If there is any reason for unease with Wise’s analysis of Thai democracy, it is perhaps its almost exclusive emphasis on the ideational roots of Thailand’s democratic malaise. This leads to an underweighting of material factors. In recent years there are increasing indications that an oligarchy comprising the military, monarchy and Sino-Thai business groups is quietly concentrating wealth, leading to Thailand’s increasing income inequality. This group is comfortable with a political arrangement that keeps disruptive plutocrats such as Thaksin out of power, sectors like banking and telecommunications free of foreign competition, and demands for greater political participation from areas outside Bangkok limited. The incentives for this oligarchy to perpetuate royalist-nationalist ideology are obvious.

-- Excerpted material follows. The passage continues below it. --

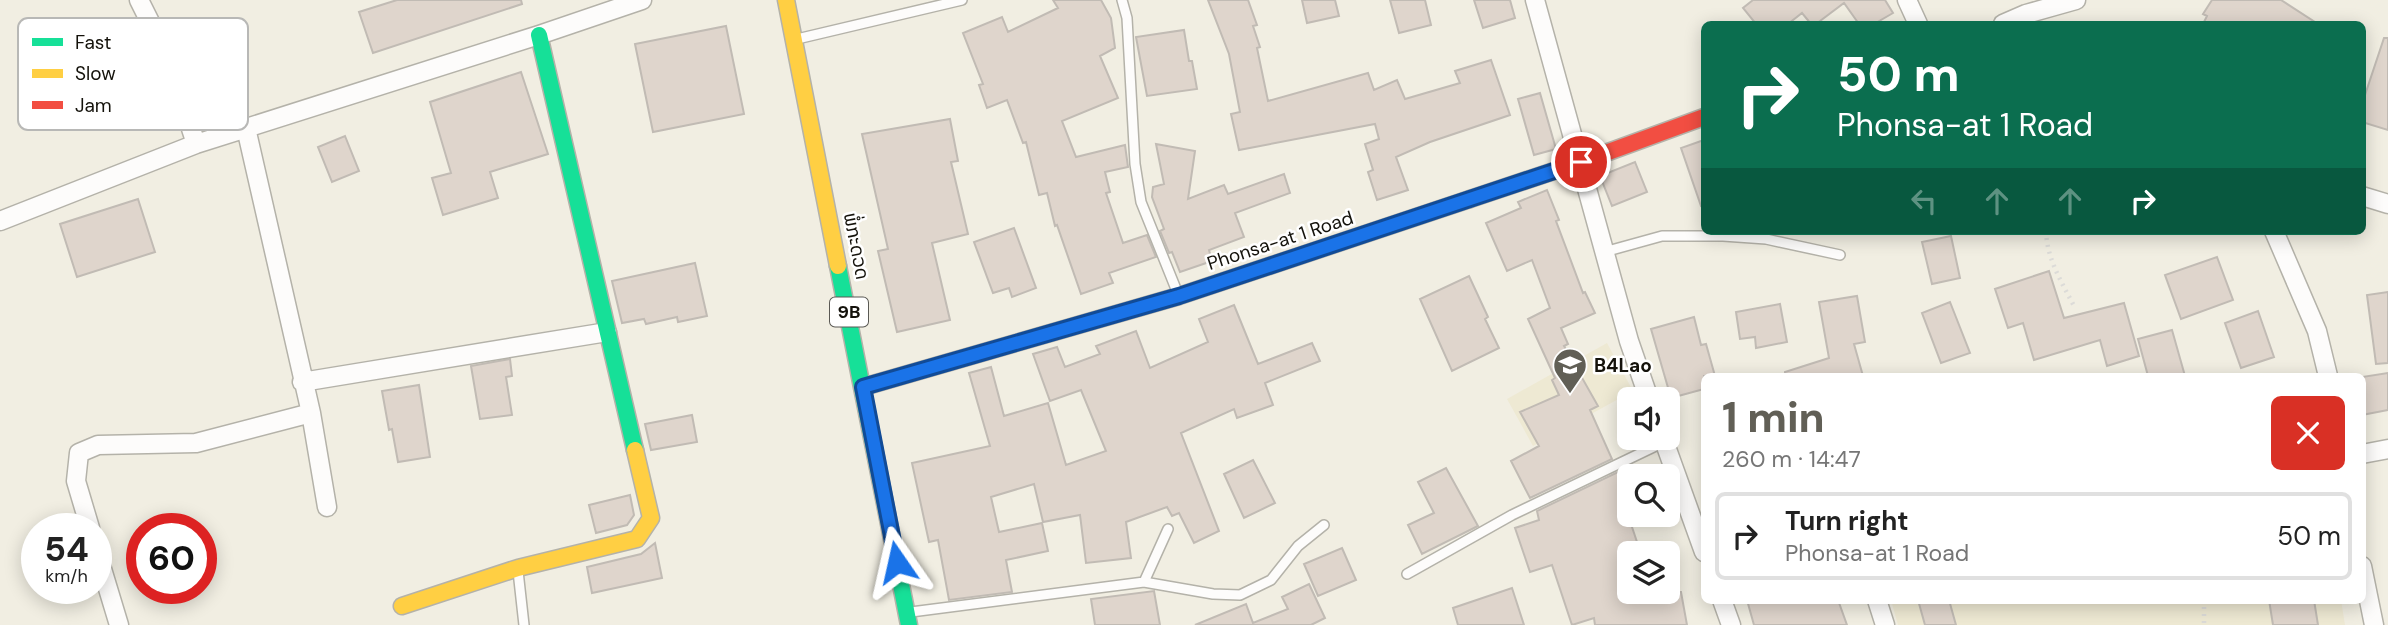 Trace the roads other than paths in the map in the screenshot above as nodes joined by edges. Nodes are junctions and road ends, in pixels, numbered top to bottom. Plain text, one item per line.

This omission does not detract from the overall value of the book. Wise in the end gives us reasons to doubt equally the thesis of Whig history, inevitable progress towards greater rights and democracy, and the pessimism of those who see a permanent Thai slide into authoritarianism. The book shows that norm diffusion and the evolution of indigenous forms of political thought, some approximating the ideas that led to the West’s institutions, are continuing unabated. Moreover, the 2019 election results were more than enough to suggest that embers of a Thai passion for democracy remain, awaiting the right time to relight. Nonetheless, in a world where global power no longer resides exclusively with the democratic West, it will increasingly be up to peoples themselves to decide their political fates, democratic or non-democratic. Which way countries go will sometimes be matters of capability, contingency and the choices of leaders. Wise’s account of how Pheu Thai’s weak party system led to its parliamentarians passing an amnesty bill late at night, without the authorisation of the party leadership, is illuminating in this respect. Had that bill not been passed, Wise concludes, the Yingluck government may well have completed its four-year term. Instead, the bill sparked a popular backlash, ultimately resulting in the May 2014 coup and the democratic regression of the 2017 constitution.